A hint is given by A. Polyakov in Chapter 2 of his book Gauge Fields and Strings, where he decomposes $g(\mathbf{r})$ as $h(\mathbf{r})\cdot g_{cl}(\mathbf{r})$ with $g_{cl}(\mathbf{r})$ some classical solution to the Lagrangian. But I cannot get the brief explanation though.

In Altland and Simons, their idea is to write $g = e^{iW}$. $W$ is the Lie algebra. Then the fast and the slow components are referring to $W$. 

Some related unanswered questions on Physics StackExchange can be found here and here.
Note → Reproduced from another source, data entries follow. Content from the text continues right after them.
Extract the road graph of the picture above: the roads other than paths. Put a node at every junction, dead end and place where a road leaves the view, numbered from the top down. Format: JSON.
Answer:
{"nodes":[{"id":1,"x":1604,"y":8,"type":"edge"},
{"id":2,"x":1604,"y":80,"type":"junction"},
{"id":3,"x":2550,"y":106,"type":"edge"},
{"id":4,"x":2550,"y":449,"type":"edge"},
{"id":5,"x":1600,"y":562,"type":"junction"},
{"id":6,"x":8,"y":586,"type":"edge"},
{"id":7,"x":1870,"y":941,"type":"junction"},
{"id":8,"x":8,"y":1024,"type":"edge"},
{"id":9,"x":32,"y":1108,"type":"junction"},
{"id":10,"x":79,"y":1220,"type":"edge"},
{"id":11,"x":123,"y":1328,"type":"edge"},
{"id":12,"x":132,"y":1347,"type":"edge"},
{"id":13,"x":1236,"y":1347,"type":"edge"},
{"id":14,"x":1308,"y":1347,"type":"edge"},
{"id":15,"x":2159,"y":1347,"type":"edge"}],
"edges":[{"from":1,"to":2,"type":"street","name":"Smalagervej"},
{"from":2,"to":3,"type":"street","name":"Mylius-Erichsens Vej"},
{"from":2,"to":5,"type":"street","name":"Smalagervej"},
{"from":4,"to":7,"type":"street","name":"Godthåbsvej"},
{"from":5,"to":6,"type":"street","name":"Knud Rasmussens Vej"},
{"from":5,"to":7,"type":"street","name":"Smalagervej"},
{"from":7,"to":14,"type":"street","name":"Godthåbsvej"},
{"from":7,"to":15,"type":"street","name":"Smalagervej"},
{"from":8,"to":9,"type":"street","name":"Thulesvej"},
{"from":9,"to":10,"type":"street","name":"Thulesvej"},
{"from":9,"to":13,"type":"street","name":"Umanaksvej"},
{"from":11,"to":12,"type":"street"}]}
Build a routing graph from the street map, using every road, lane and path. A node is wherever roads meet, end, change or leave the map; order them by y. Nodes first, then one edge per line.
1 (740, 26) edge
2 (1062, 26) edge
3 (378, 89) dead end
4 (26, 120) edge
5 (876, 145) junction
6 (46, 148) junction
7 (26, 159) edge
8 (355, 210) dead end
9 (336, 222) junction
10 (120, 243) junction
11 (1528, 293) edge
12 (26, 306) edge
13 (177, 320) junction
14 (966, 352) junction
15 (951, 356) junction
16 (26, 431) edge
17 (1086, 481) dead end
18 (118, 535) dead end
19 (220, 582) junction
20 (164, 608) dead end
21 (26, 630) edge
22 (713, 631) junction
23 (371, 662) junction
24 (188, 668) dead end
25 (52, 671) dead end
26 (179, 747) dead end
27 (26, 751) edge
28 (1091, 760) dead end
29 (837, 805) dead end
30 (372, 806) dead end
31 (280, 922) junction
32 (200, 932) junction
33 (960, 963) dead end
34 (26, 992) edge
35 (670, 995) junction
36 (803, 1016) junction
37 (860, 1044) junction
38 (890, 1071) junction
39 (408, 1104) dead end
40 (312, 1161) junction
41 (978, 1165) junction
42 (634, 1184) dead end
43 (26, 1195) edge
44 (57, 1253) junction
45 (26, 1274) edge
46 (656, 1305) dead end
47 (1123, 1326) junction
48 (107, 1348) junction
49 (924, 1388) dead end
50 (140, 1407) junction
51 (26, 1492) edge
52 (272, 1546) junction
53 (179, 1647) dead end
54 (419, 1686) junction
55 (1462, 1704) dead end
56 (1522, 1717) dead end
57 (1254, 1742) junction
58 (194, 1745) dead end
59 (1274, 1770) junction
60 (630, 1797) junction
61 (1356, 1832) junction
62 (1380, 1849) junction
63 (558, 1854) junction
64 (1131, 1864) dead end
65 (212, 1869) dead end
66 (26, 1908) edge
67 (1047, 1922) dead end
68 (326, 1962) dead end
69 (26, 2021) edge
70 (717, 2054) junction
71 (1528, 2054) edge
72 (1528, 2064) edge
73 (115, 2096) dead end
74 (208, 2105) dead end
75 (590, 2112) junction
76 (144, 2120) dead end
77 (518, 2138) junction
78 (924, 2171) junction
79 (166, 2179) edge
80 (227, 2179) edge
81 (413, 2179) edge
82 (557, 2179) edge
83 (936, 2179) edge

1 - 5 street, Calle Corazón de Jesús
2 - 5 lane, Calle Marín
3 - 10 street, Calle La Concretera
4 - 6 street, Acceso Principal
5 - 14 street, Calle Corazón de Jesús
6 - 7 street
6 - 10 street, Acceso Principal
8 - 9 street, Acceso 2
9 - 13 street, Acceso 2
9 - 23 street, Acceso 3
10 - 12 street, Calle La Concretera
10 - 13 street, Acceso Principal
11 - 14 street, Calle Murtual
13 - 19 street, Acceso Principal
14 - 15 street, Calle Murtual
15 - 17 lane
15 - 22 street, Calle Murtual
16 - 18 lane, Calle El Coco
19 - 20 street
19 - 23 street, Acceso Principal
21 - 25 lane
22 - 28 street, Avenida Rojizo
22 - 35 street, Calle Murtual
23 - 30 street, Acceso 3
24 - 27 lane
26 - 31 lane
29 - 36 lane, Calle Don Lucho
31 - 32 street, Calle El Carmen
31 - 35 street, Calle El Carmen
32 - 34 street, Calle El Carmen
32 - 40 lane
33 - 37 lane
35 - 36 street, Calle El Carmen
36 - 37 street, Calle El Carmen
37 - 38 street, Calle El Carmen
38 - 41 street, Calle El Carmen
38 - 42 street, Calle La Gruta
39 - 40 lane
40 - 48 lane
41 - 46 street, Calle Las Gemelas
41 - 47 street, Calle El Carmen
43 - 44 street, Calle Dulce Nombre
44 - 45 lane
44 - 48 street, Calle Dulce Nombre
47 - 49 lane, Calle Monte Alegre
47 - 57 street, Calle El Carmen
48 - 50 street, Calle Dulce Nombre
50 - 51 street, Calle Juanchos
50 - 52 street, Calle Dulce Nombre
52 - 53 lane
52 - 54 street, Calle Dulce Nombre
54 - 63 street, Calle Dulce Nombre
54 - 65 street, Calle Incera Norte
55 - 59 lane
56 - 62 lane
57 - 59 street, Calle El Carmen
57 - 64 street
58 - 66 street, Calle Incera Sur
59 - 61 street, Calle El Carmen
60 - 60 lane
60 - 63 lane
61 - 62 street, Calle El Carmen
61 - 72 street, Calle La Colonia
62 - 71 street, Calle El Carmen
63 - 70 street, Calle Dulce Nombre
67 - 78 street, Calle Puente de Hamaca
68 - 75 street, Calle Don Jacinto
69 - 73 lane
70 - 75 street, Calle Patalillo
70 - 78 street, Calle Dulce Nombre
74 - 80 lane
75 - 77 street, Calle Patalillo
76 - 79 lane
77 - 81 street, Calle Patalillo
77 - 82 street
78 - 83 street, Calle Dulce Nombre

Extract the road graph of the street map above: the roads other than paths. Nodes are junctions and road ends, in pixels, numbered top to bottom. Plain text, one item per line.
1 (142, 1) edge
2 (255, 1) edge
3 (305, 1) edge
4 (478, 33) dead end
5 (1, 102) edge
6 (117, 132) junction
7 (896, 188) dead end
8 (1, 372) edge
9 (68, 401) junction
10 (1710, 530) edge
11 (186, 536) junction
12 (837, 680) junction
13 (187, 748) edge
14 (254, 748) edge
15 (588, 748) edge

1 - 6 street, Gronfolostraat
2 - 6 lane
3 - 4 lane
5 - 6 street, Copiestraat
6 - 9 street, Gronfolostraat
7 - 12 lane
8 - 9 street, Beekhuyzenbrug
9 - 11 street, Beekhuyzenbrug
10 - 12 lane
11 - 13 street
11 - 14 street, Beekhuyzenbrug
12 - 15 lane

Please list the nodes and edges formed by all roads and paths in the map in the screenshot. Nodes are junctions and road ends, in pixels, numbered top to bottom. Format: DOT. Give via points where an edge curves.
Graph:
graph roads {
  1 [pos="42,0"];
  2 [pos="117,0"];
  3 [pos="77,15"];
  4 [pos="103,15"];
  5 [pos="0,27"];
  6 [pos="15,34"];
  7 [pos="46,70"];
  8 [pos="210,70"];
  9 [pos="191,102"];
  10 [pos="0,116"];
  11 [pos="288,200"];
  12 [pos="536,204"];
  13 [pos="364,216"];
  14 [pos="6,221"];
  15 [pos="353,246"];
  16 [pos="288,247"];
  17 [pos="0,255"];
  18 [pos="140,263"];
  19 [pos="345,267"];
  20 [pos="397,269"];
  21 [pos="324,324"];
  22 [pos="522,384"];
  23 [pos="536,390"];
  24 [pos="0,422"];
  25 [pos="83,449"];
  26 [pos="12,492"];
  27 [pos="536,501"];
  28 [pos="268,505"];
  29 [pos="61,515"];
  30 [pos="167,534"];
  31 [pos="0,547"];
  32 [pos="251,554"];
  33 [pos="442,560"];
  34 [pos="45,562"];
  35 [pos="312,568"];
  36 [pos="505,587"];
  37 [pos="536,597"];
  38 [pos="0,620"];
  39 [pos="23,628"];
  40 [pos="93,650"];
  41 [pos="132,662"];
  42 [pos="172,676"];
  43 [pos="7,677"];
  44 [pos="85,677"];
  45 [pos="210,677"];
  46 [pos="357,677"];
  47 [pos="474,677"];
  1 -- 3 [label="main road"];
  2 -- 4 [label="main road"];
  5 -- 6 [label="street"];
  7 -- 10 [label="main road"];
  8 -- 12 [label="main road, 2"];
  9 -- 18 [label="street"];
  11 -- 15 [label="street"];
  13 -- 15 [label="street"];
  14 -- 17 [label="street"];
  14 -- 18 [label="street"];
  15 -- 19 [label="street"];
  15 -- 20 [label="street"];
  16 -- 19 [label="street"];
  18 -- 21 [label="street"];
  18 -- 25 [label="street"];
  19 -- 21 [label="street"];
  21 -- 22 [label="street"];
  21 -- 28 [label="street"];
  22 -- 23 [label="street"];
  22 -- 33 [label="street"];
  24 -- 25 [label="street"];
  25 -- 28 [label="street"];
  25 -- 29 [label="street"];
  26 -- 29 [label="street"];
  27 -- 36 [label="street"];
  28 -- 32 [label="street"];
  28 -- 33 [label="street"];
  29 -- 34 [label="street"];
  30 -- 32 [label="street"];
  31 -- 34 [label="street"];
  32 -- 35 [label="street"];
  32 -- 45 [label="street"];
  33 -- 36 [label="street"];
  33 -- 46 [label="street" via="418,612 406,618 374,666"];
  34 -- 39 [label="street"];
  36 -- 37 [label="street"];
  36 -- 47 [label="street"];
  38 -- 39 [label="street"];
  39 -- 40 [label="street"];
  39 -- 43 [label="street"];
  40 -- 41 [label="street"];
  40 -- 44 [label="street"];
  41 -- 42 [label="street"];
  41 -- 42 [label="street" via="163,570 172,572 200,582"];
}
This post imported from StackExchange Physics at 2014-12-18 12:35 (UTC), posted by SE-user L. Su

Comments

Well, since it's matrix valued, I guess the Fourier transform can be defined entry-wise. "$g(\mathbf{r})=g_s(\mathbf{r})g_f(\mathbf{r})$" also looks weird to me, in general even the dimensions of two sides of this equation are not the same.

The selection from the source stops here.